The Treaty Trader (E-1) or Treaty Investor (E-2) visa is for a national of a country with which the United States (U.S.) maintains a treaty of commerce and navigation who is coming to the U.S. to carry on substantial trade, including trade in services or technology, principally between the U.S. and the treaty country, or to develop and direct the operations of an enterprise in which the national has invested, or is in the process of investing a substantial amount of capital, under the provisions of the Immigration and Nationality Act. For a list of participating countries, select Treaty Countries.

Requirements: Treaty Trader

Treaty trader applicants must meet specific requirements to qualify for a treaty trader (E-1) visa under immigration law. The consular officer will determine whether a treaty trader applicant qualifies for a visa.
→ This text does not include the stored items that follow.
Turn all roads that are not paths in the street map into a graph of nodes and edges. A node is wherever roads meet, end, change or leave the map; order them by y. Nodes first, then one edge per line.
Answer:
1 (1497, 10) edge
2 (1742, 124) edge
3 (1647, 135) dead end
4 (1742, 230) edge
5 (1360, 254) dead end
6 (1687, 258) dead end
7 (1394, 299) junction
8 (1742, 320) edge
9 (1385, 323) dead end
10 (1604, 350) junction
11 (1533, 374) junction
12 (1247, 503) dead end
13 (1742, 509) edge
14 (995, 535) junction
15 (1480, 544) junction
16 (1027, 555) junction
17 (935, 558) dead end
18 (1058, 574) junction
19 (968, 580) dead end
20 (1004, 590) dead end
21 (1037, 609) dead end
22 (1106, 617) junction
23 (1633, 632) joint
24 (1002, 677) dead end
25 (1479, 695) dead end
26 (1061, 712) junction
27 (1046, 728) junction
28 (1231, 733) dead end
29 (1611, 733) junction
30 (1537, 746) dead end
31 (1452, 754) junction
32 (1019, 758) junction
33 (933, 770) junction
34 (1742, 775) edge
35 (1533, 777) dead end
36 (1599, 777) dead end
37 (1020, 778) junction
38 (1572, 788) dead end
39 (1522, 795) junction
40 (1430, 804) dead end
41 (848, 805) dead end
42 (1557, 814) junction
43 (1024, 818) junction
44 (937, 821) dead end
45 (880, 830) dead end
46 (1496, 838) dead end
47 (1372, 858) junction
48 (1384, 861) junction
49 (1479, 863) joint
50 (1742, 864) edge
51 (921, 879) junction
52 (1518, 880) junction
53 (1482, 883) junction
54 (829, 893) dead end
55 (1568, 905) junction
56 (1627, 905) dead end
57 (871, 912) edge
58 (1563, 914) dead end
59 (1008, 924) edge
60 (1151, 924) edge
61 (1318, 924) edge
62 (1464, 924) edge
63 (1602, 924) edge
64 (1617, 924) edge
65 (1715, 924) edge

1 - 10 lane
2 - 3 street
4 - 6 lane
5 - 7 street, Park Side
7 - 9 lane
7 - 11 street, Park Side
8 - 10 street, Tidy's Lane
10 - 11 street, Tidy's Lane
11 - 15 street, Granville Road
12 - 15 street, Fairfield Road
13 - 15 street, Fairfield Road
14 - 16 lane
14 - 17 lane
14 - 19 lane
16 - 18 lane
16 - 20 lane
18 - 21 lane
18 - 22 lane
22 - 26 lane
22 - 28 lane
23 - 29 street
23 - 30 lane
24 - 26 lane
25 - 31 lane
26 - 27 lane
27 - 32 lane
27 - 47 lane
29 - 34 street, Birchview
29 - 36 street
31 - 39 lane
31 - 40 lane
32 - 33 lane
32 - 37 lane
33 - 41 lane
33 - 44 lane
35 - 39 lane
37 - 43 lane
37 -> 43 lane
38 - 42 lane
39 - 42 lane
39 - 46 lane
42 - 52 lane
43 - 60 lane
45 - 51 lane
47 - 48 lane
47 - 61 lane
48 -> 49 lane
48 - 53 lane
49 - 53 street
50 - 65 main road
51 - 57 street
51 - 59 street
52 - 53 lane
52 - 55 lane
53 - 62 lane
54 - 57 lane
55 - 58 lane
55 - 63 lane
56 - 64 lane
  • The applicant must be a national of a treaty country.
  • The trading firm for which the applicant is coming to the U. S. must have the nationality of the treaty country.
  • The international trade must be "substantial" in the sense that there is a sizable and continuing volume of trade.
  • The trade must be principally between the U.S. and the treaty country, which is defined to mean that more than 50 percent of the international trade involved must be between the U.S. and the country of the applicant's nationality.
  • Trade means the international exchange of goods, services, and technology. Title of the trade items must pass from one party to the other.
  • The applicant must be employed in a supervisory or executive capacity, or possess highly specialized skills essential to the efficient operation of the firm. Ordinary skilled or unskilled workers do not qualify.

Requirements: Treaty Investor

Treaty investor applicants must meet specific requirements to qualify for a treaty investor (E-2) visa under immigration law. The consular officer will determine whether a treaty investor applicant qualifies for a visa.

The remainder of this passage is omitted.